*What you are asked to do*.
Pull out every line below that contains the word "paths".

*Data to examine*.
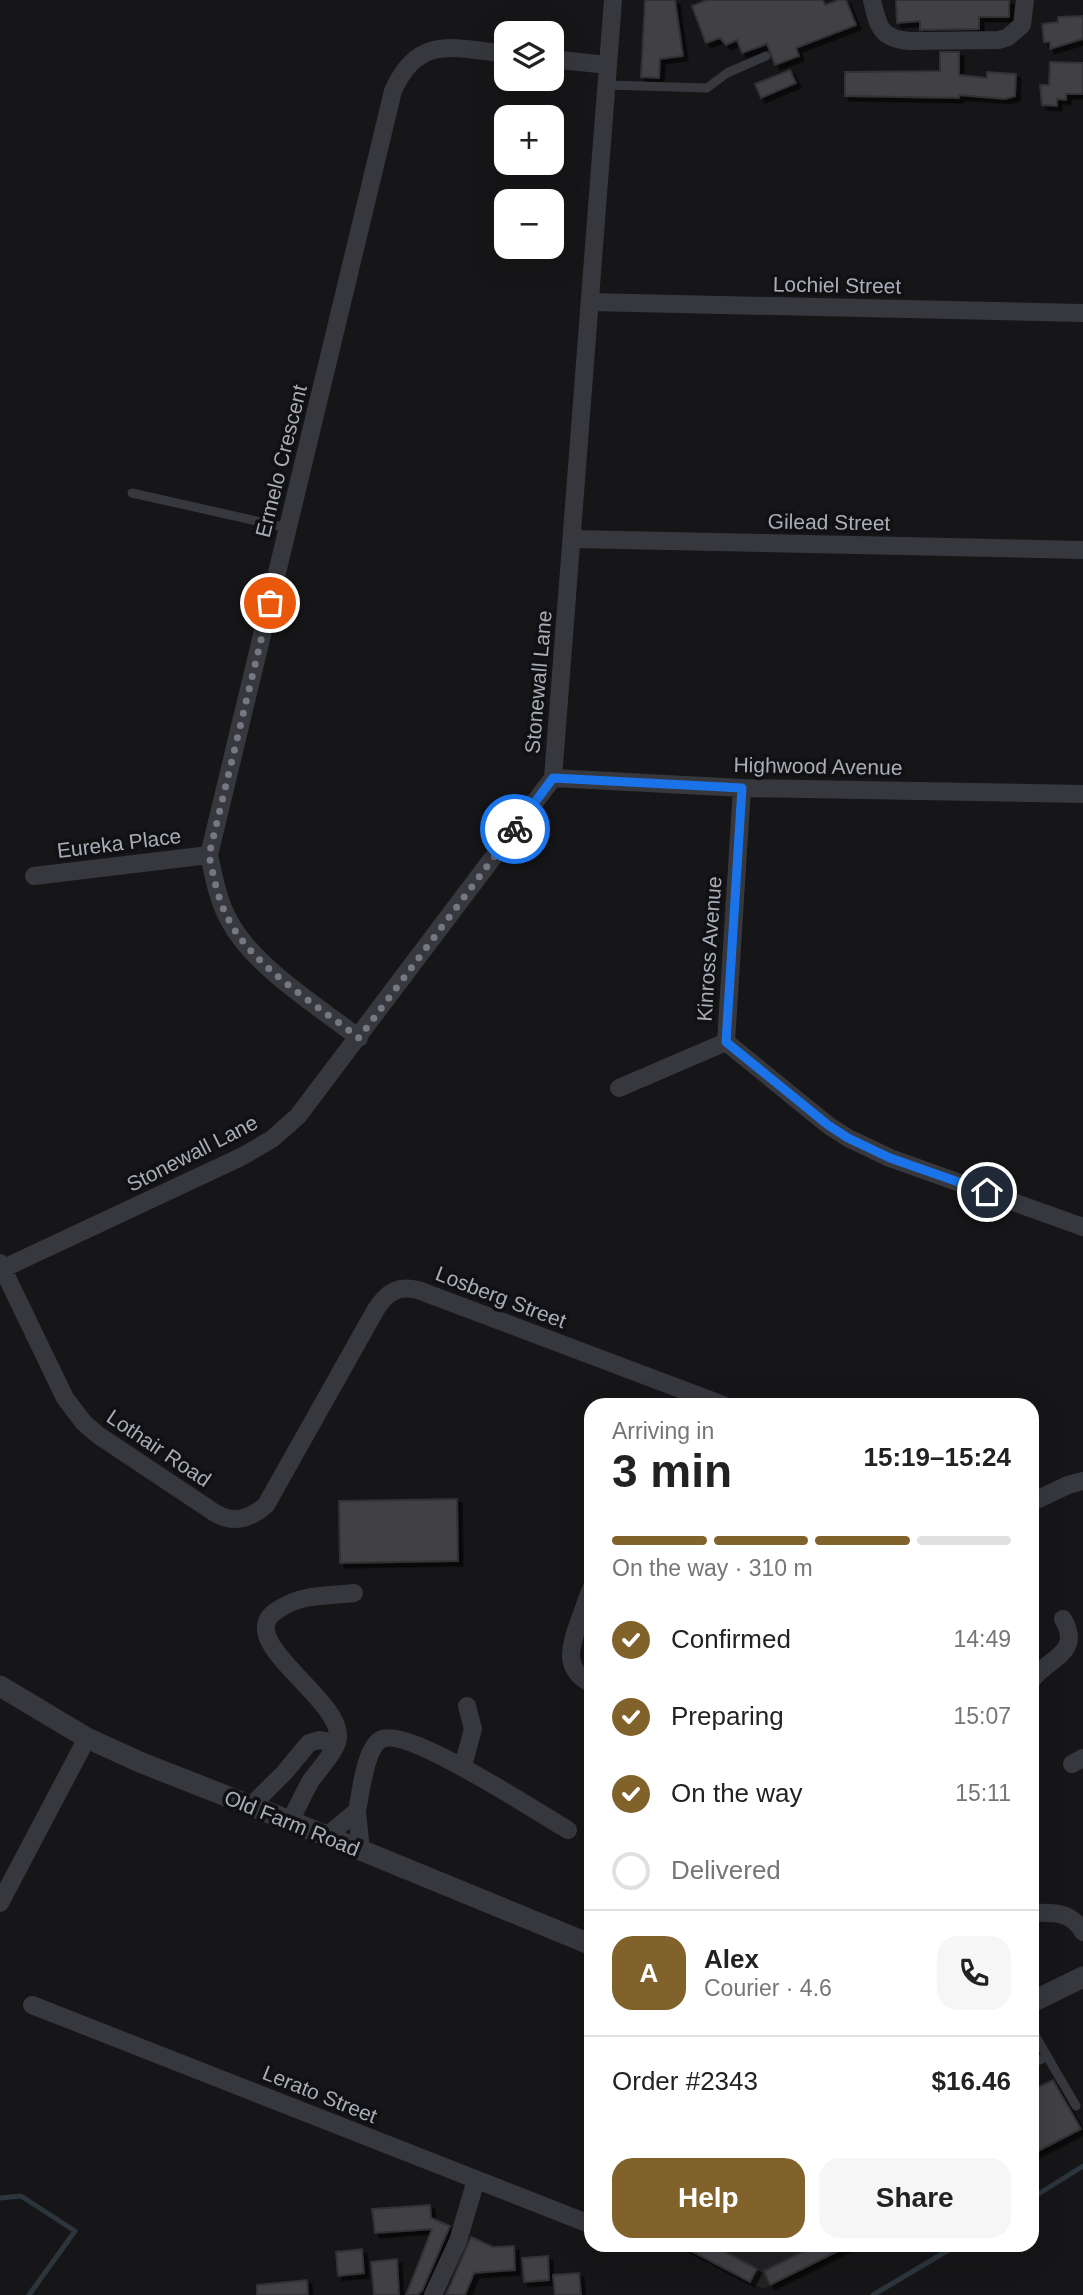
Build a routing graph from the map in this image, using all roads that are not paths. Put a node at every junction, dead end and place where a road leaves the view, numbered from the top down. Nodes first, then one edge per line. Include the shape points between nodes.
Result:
...
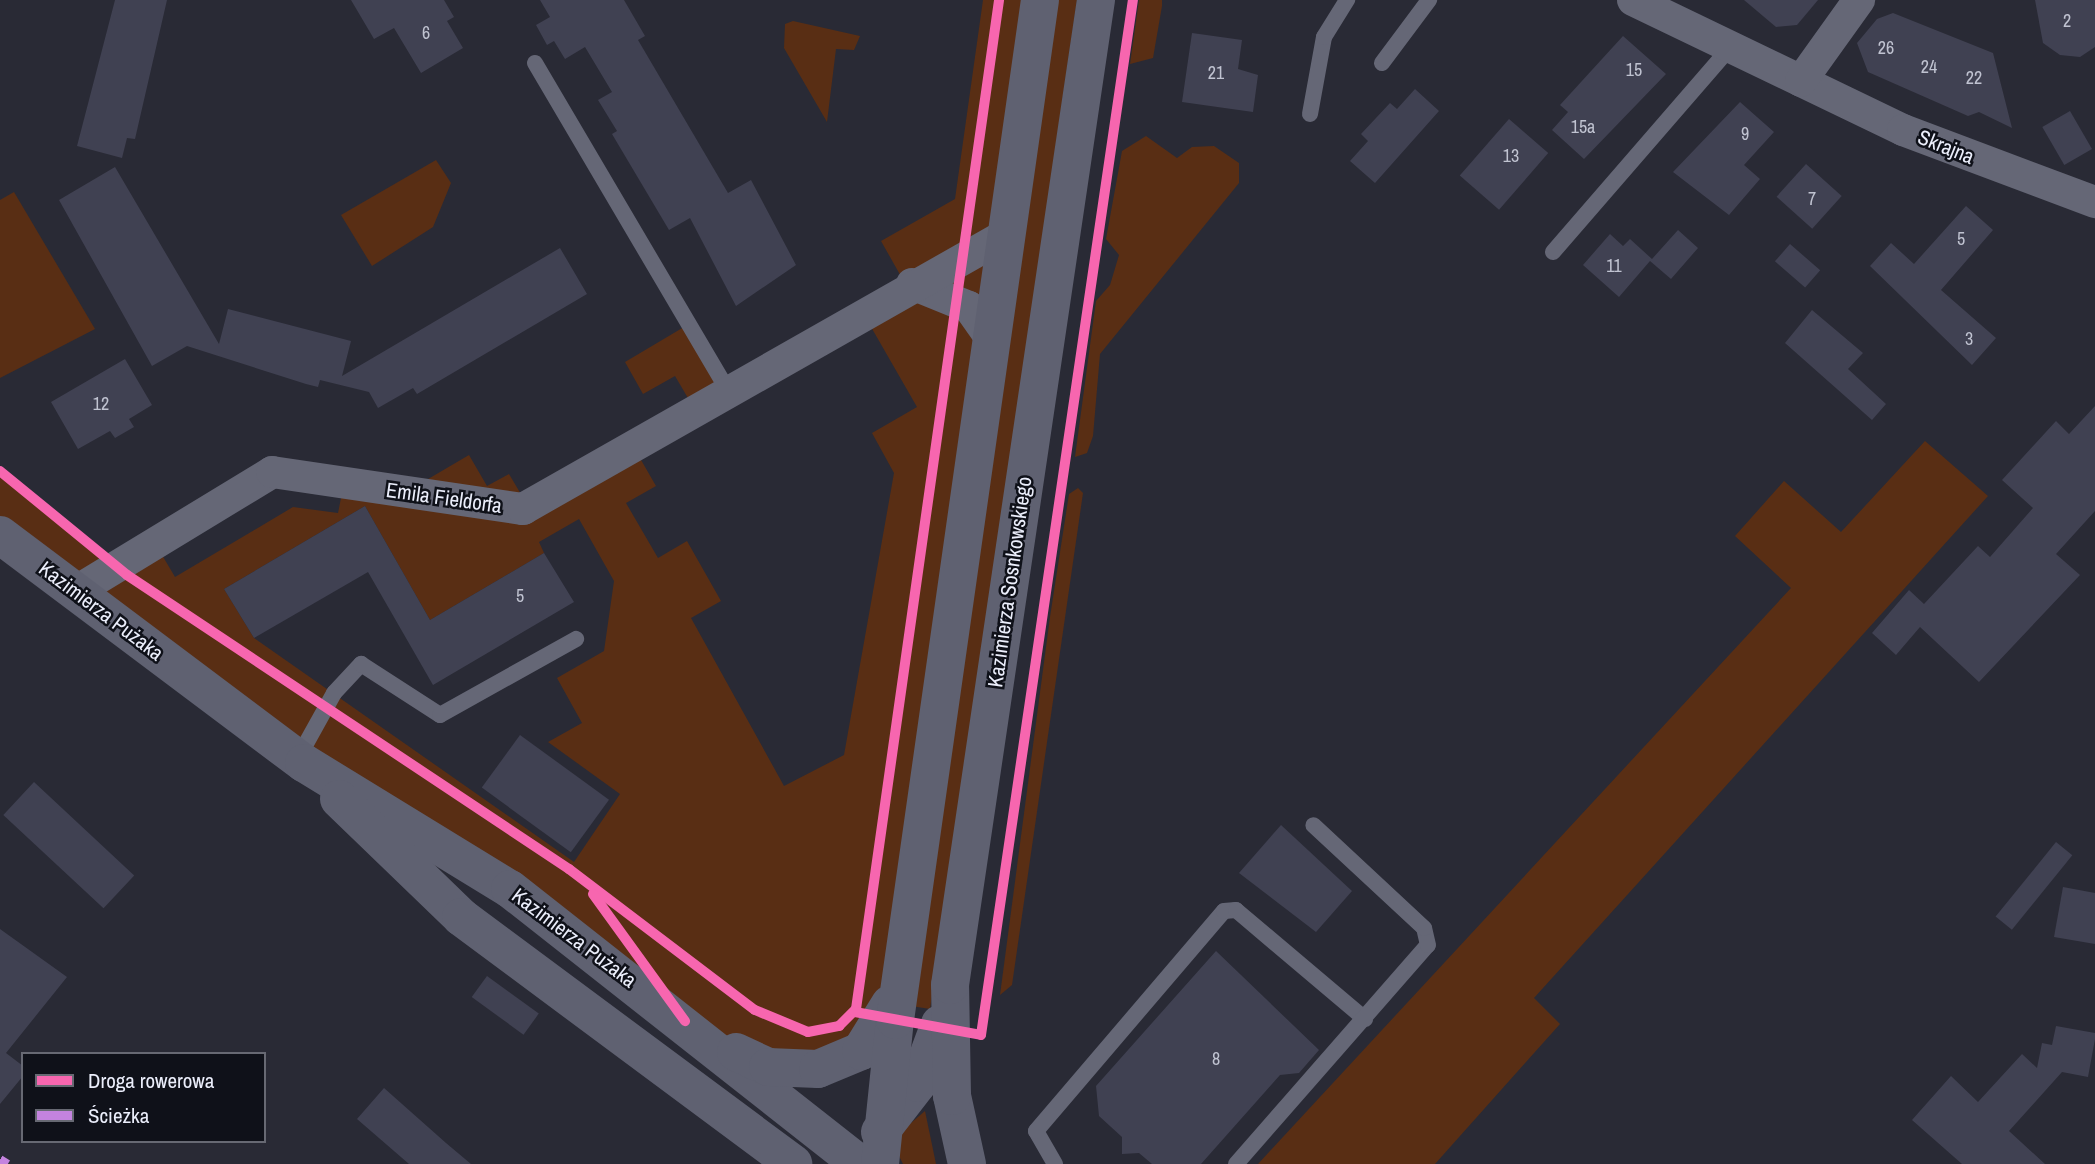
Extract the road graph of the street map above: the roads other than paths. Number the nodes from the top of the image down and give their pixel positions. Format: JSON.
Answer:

*Result of this exercise*.
Build a routing graph from the map in this image, using all roads that are not paths. Put a node at every junction, dead end and place where a road leaves the view, numbered from the top down. Nodes first, then one edge per line. Include the shape points between nodes.
Extract the road graph of the street map above: the roads other than paths. Number the nodes from the top of the image down and give their pixel positions. Format: JSON.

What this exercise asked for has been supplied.